Ninguém verdadeiramente desconhecia o problema das nomeações para cargos públicos, não em função da competência dos nomeados, do seu CV, mas com base em ligações partidárias, familiares, de amizade ou simplesmente por cunha de alguém influente.

É uma prática bem conhecida de todos os portugueses e não apenas das pessoas mais próximas dos círculos do poder. Em larga medida, é por causa dessa prática que a denominada classe política tem, junto da população, a imagem de privilegiar os interesses próprios – e o interesse dos seus – em detrimento do bem comum.

Quase todos os políticos nomearam, pediram para nomear, aceitaram nomear ou, no mínimo, viram nomear debaixo do seu nariz pessoas que sabiam estar longe de ser as mais adequadas para servir o interesse público.

Quem não o fez no governo, foi porque nunca lá chegou, mas fê-lo na Assembleia da República, no Parlamento Europeu, nas regiões autónomas, nas autarquias locais ou nalgumas estruturas da administração pública. Nem sequer a Presidência da República tem estado imune a este flagelo.

A atenção, porém, nunca esteve, como agora, focada tão intensamente nas relações familiares. Foram precisos quatro anos de governação PS para, com marido e mulher sentados no conselho de ministros, seguidos mais recentemente de pai e filha, a questão assumir contornos de escândalo público.

O elefante, que sempre esteve no meio da sala sem que ninguém falasse abertamente dele, ficou de repente cor de rosa, mas rapidamente virou laranja, vermelho, azul e amarelo. E é difícil fazer de conta que não se vê um elefante de tantas cores quantas as do arco-íris.

Desde a última remodelação governamental, quase todos os dias se descobriram novos casos, com contornos diferentes, mais ou menos graves, em todos os quadrantes. Um espetáculo deprimente, em que todos têm telhados de vidro, mas não revelam sequer a inteligência de não atirar mais pedras aos telhados já estilhaços do vizinho. Em vez disso, importaria reconhecer os erros, pedir desculpa aos portugueses, e promover a demissão de todos aqueles que nomearam ou foram nomeados em circunstâncias que revelem manifesto favorecimento familiar.

No seu conjunto, estes casos e as reações que desencadearam revelam um sistema político-partidário muito doente, de tal forma enredado na sua própria doença que é incapaz de se regenerar.

A lei pela qual alguns agora clamam, ao mesmo tempo que dizem ser impossível de fazer antes das eleições – a sério, estamos em abril? –, é um remendo que pouco resolve. Como não resolveu o código de conduta que o governo aprovou à pressa, quando estava sob fogo por causa das viagens de alguns dos seus membros, pagas por empresas das respetivas áreas de atuação.

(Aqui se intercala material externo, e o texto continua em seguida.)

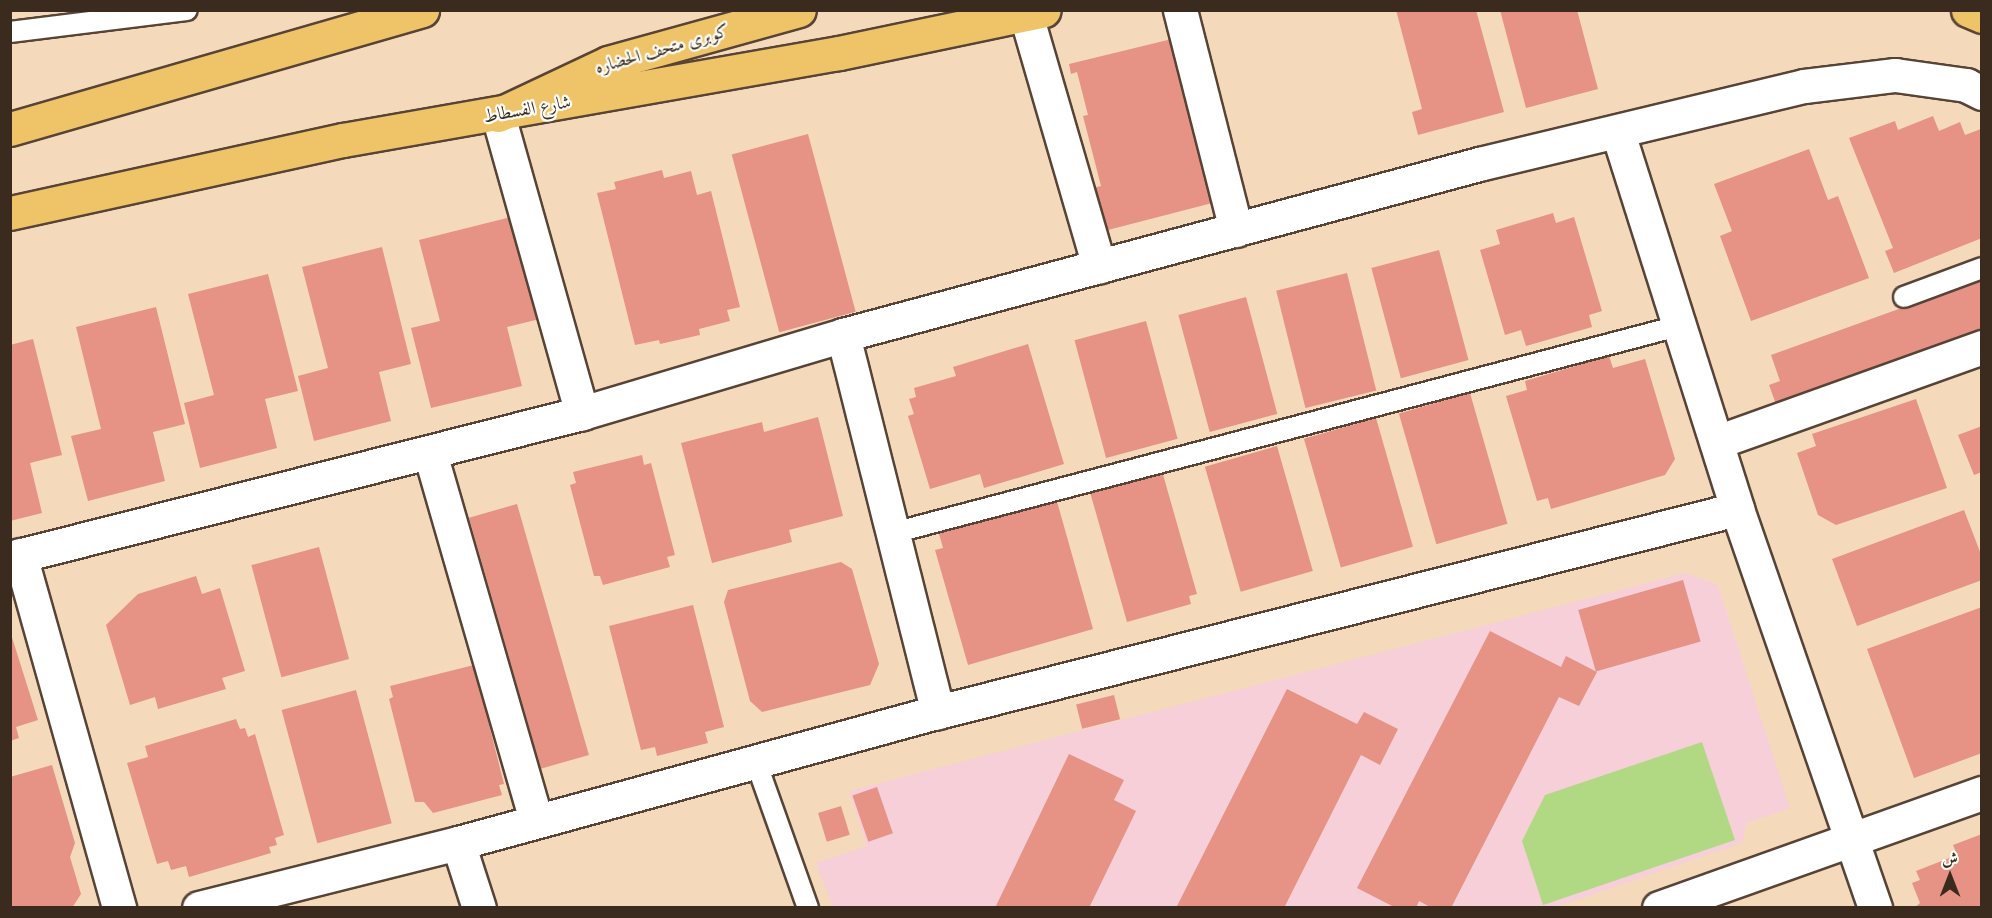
<!DOCTYPE html>
<meta charset="utf-8">
<style>
body{margin:0}
#map{position:relative;width:1992px;height:918px;overflow:hidden;background:#f4d9bb;font-family:"Libre Caslon Text",Amiri,serif}
div>[style]{position:absolute}
[style*='--x']{left:calc(var(--x)*1px);top:calc(var(--y)*1px);width:calc(var(--w)*1px);rotate:calc(var(--a)*1deg)}
.built>*{inset:0;background:#f6cfd8}
.green>*{inset:0;background:#b1d983}
.building>*{inset:0;background:#e69285;transform-origin:0 0}
.roads{filter:drop-shadow(2px 0 #574436) drop-shadow(-2px 0 #574436) drop-shadow(0 2px #574436) drop-shadow(0 -2px #574436)}
.lane>*{height:20px;margin:-10px;padding:0 10px;transform-origin:10px;border-radius:10px;background:#fff}
.street>*{height:33px;margin:-16.5px;padding:0 16.5px;transform-origin:16.5px;border-radius:16.5px;background:#fff}
.primary>*{height:33px;margin:-16.5px;padding:0 16.5px;transform-origin:16.5px;border-radius:16.5px;background:#efc469}
.highway>*{height:33px;margin:-16.5px;padding:0 16.5px;transform-origin:16.5px;border-radius:16.5px;background:#efc469}
span{translate:-50% -50%;white-space:nowrap;text-align:center;line-height:1.15;-webkit-text-stroke:4.5px #fdfcf7;paint-order:stroke}
.street-label{font-size:18px;color:#3b2a1e}
.frame{position:absolute;inset:0;border:12px solid #3b2a1e;pointer-events:none}
.north{position:absolute;left:1920px;top:846px;width:60px;height:60px;-webkit-text-stroke:4px #fdfcf7;paint-order:stroke;rotate:0deg;font-size:16px;font-weight:700;line-height:24px;text-align:center;color:#3b2a1e}
.north::after{content:'';display:block;margin:auto;width:21px;height:27px;background:#3b2a1e;clip-path:polygon(50% 0,100% 100%,50% 72%,0 100%)}
</style>
<div id="map">
<div class="built">
<i style="clip-path:polygon(1685px 573px,1718px 585px,1790px 808px,1747px 823px,1742px 843px,1557px 907px,833px 907px,816px 863px,867px 846px,849px 791px)"></i>
</div>
<div class="green">
<i style="clip-path:polygon(1702px 742px,1735px 840px,1543px 905px,1522px 841px,1545px 795px)"></i>
</div>
<div class="building">
<i style="clip-path:polygon(1396px 10px,1476px 10px,1504px 112px,1418px 135px,1412px 112px,1422px 109px)"></i>
<i style="clip-path:polygon(1500px 10px,1577px 10px,1598px 89px,1526px 108px)"></i>
<i style="clip-path:polygon(1176px 38px,1220px 201px,1104px 231px,1093px 188px,1101px 186px,1083px 116px,1088px 115px,1077px 72px,1071px 74px,1069px 64px)"></i>
<i style="clip-path:polygon(1933px 116px,1939px 131px,1960px 122px,1965px 135px,1981px 129px,1982px 238px,1894px 273px,1885px 251px,1893px 248px,1849px 138px,1895px 121px,1898px 130px)"></i>
<i style="left:808px;top:134px;width:184px;height:79px;rotate:75deg"></i>
<i style="clip-path:polygon(1809px 149px,1828px 200px,1838px 196px,1869px 278px,1751px 321px,1720px 236px,1732px 231px,1714px 184px)"></i>
<i style="clip-path:polygon(662px 170px,664px 178px,691px 171px,697px 195px,711px 191px,740px 307px,727px 310px,730px 321px,699px 329px,700px 335px,660px 344px,659px 340px,635px 345px,597px 193px,616px 189px,614px 182px)"></i>
<i style="clip-path:polygon(1553px 213px,1556px 223px,1574px 217px,1602px 311px,1589px 315px,1592px 327px,1526px 346px,1521px 330px,1505px 335px,1480px 250px,1500px 244px,1496px 230px)"></i>
<i style="clip-path:polygon(523px 214px,548px 317px,507px 327px,522px 386px,431px 408px,411px 328px,440px 321px,419px 240px)"></i>
<i style="clip-path:polygon(382px 247px,411px 364px,379px 372px,391px 421px,314px 441px,298px 376px,328px 368px,302px 267px)"></i>
<i style="left:1439px;top:250px;width:114px;height:70px;rotate:75deg"></i>
<i style="left:1347px;top:273px;width:121px;height:73px;rotate:76deg"></i>
<i style="clip-path:polygon(268px 274px,298px 391px,265px 399px,277px 448px,200px 468px,184px 403px,214px 395px,188px 294px)"></i>
<i style="clip-path:polygon(1982px 279px,1982px 333px,1777px 407px,1769px 385px,1780px 381px,1771px 355px)"></i>
<i style="left:1246px;top:297px;width:121px;height:70px;rotate:75deg"></i>
<i style="clip-path:polygon(156px 307px,185px 424px,153px 432px,165px 481px,88px 501px,71px 436px,101px 429px,76px 327px)"></i>
<i style="left:1146px;top:321px;width:122px;height:74px;rotate:75deg"></i>
<i style="clip-path:polygon(33px 339px,62px 455px,30px 463px,42px 513px,10px 521px,10px 345px)"></i>
<i style="clip-path:polygon(1028px 344px,1064px 464px,984px 488px,980px 474px,930px 489px,908px 416px,914px 414px,909px 399px,916px 397px,914px 388px,956px 376px,953px 367px)"></i>
<i style="clip-path:polygon(1609px 356px,1613px 368px,1645px 359px,1675px 459px,1665px 475px,1551px 509px,1548px 498px,1537px 501px,1506px 396px,1527px 390px,1525px 381px)"></i>
<i style="left:1470px;top:393px;width:136px;height:74px;rotate:74deg"></i>
<i style="clip-path:polygon(1916px 399px,1947px 488px,1836px 525px,1818px 515px,1797px 453px,1816px 446px,1812px 434px)"></i>
<i style="clip-path:polygon(818px 417px,843px 516px,789px 530px,792px 542px,712px 563px,681px 443px,762px 422px,764px 432px)"></i>
<i style="left:1376px;top:418px;width:134px;height:75px;rotate:74deg"></i>
<i style="clip-path:polygon(1982px 426px,1982px 472px,1974px 475px,1958px 435px)"></i>
<i style="left:1277px;top:446px;width:130px;height:75px;rotate:74deg"></i>
<i style="clip-path:polygon(642px 455px,644px 465px,651px 463px,675px 555px,667px 557px,670px 567px,603px 585px,600px 576px,594px 576px,570px 485px,576px 483px,573px 472px)"></i>
<i style="clip-path:polygon(1162px 471px,1197px 594px,1189px 596px,1191px 604px,1127px 622px,1090px 492px)"></i>
<i style="clip-path:polygon(1056px 498px,1093px 629px,968px 665px,935px 550px,943px 548px,938px 530px)"></i>
<i style="left:517px;top:504px;width:261px;height:50px;rotate:74deg"></i>
<i style="clip-path:polygon(1964px 510px,1982px 557px,1982px 580px,1857px 626px,1832px 559px)"></i>
<i style="left:319px;top:547px;width:116px;height:70px;rotate:75deg"></i>
<i style="clip-path:polygon(841px 562px,852px 569px,879px 664px,870px 685px,762px 712px,750px 701px,724px 602px,728px 590px)"></i>
<i style="clip-path:polygon(196px 576px,202px 594px,220px 588px,245px 671px,222px 678px,226px 689px,158px 709px,155px 697px,130px 705px,106px 625px,138px 594px)"></i>
<i style="left:1683px;top:580px;width:64px;height:109px;rotate:74deg"></i>
<i style="clip-path:polygon(693px 605px,724px 727px,705px 732px,708px 743px,657px 756px,655px 747px,641px 750px,609px 626px)"></i>
<i style="clip-path:polygon(1982px 607px,1982px 753px,1914px 778px,1867px 649px)"></i>
<i style="clip-path:polygon(10px 631px,38px 720px,16px 727px,19px 738px,10px 741px)"></i>
<i style="clip-path:polygon(1490px 631px,1561px 667px,1566px 656px,1597px 672px,1579px 706px,1559px 697px,1451px 908px,1432px 908px,1419px 901px,1416px 908px,1396px 908px,1357px 888px)"></i>
<i style="clip-path:polygon(474px 665px,504px 784px,499px 785px,502px 795px,433px 813px,424px 802px,415px 802px,389px 699px,393px 697px,390px 686px)"></i>
<i style="clip-path:polygon(1287px 689px,1357px 724px,1364px 712px,1398px 729px,1380px 765px,1361px 755px,1284px 908px,1176px 908px)"></i>
<i style="left:356px;top:690px;width:138px;height:77px;rotate:75deg"></i>
<i style="left:1114px;top:695px;width:25px;height:39px;rotate:76deg"></i>
<i style="clip-path:polygon(236px 719px,240px 729px,245px 728px,248px 737px,255px 734px,284px 835px,275px 838px,277px 845px,269px 847px,271px 853px,189px 877px,186px 866px,171px 870px,168px 861px,157px 864px,127px 763px,148px 757px,145px 746px)"></i>
<i style="clip-path:polygon(1069px 754px,1124px 780px,1114px 800px,1136px 811px,1089px 908px,995px 908px)"></i>
<i style="clip-path:polygon(52px 765px,75px 843px,70px 857px,81px 894px,72px 908px,10px 908px,10px 777px)"></i>
<i style="left:877px;top:787px;width:49px;height:26px;rotate:71deg"></i>
<i style="left:841px;top:806px;width:30px;height:24px;rotate:73deg"></i>
<i style="clip-path:polygon(1982px 834px,1982px 908px,1914px 908px,1920px 903px,1912px 883px,1920px 880px,1916px 871px,1957px 855px,1953px 845px)"></i>
</div>
<div class="roads">
<div class="lane">
<i style="--x:10;--y:32;--w:178;--a:-7.1"></i>
<i style="--x:1904;--y:297;--w:83;--a:-20.4"></i>
<i style="--x:893;--y:533;--w:812;--a:-14.77"></i>
<i style="--x:756;--y:762;--w:155;--a:70.4"></i>
</div>
<div class="street">
<i style="--x:1180;--y:10;--w:227;--a:75.7"></i>
<i style="--x:1026;--y:15;--w:262;--a:73.8"></i>
<i style="--x:498;--y:115;--w:310;--a:74.3"></i>
<i style="--x:1618;--y:133;--w:394;--a:72.4"></i>
<i style="--x:1737;--y:509;--w:422;--a:70.9"></i>
<i style="--x:843;--y:335;--w:389;--a:75.9"></i>
<i style="--x:1717;--y:442;--w:282;--a:-19.7"></i>
<i style="--x:430;--y:453;--w:382;--a:73.9"></i>
<i style="--x:20;--y:555;--w:367;--a:74.3"></i>
<i style="--x:10;--y:558;--w:590;--a:-14.22"></i>
<i style="--x:582;--y:413;--w:272;--a:-16.6"></i>
<i style="--x:843;--y:335;--w:659;--a:-15.05"></i>
<i style="--x:1479;--y:164;--w:334;--a:-13.5"></i>
<i style="--x:1804;--y:86;--w:92;--a:-6.9"></i>
<i style="--x:1895;--y:75;--w:72;--a:8"></i>
<i style="--x:1966;--y:85;--w:18;--a:27"></i>
<i style="--x:458;--y:843;--w:68;--a:72.1"></i>
<i style="--x:199;--y:908;--w:267;--a:-14.1"></i>
<i style="--x:458;--y:843;--w:498;--a:-15.3"></i>
<i style="--x:938;--y:712;--w:824;--a:-14.26"></i>
<i style="--x:1659;--y:908;--w:343;--a:-19.6"></i>
</div>
<div class="primary">
<i style="--x:10;--y:129;--w:429;--a:-16.1"></i>
<i style="--x:10;--y:213;--w:341;--a:-12.4"></i>
<i style="--x:343;--y:140;--w:504;--a:-9.95"></i>
<i style="--x:839;--y:53;--w:209;--a:-11.8"></i>
</div>
<div class="highway">
<i style="--x:1968;--y:10;--w:15;--a:23"></i>
<i style="--x:498;--y:115;--w:122;--a:-25.3"></i>
<i style="--x:608;--y:63;--w:198;--a:-15.5"></i>
</div>
</div>
<div class="street-label">
<span style="left:662px;top:49px;rotate:-16deg">كوبرى متحف الحضاره</span>
<span style="left:527px;top:109px;rotate:-10deg">شارع الفسطاط</span>
</div>
<div class="frame"></div>
<div class="north">ش</div>
</div>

O atual fechamento do sistema político persistirá, com os mesmos partidos, os mesmos interesses, as mesmas bases de recrutamento, e consequentemente os mesmíssimos nomes (próprios e de família). Renovação? Vejam-se os nomes dos cabeças de lista ao Parlamento Europeu! Só a idade dos protagonistas muda. Por isso, com ou sem lei, na próxima esquina, a tentação falará mais alto e mais uma prima qualquer será nomeada.

Ulisses mandou os seus marinheiros amarrarem-no ao mastro, para que não cedesse ao canto das sereias. Mas os senhores deputados, dependentes das respetivas direções partidárias, nem têm a sageza do próprio Ulisses nem fazem nós tão fortes quanto os marinheiros deste.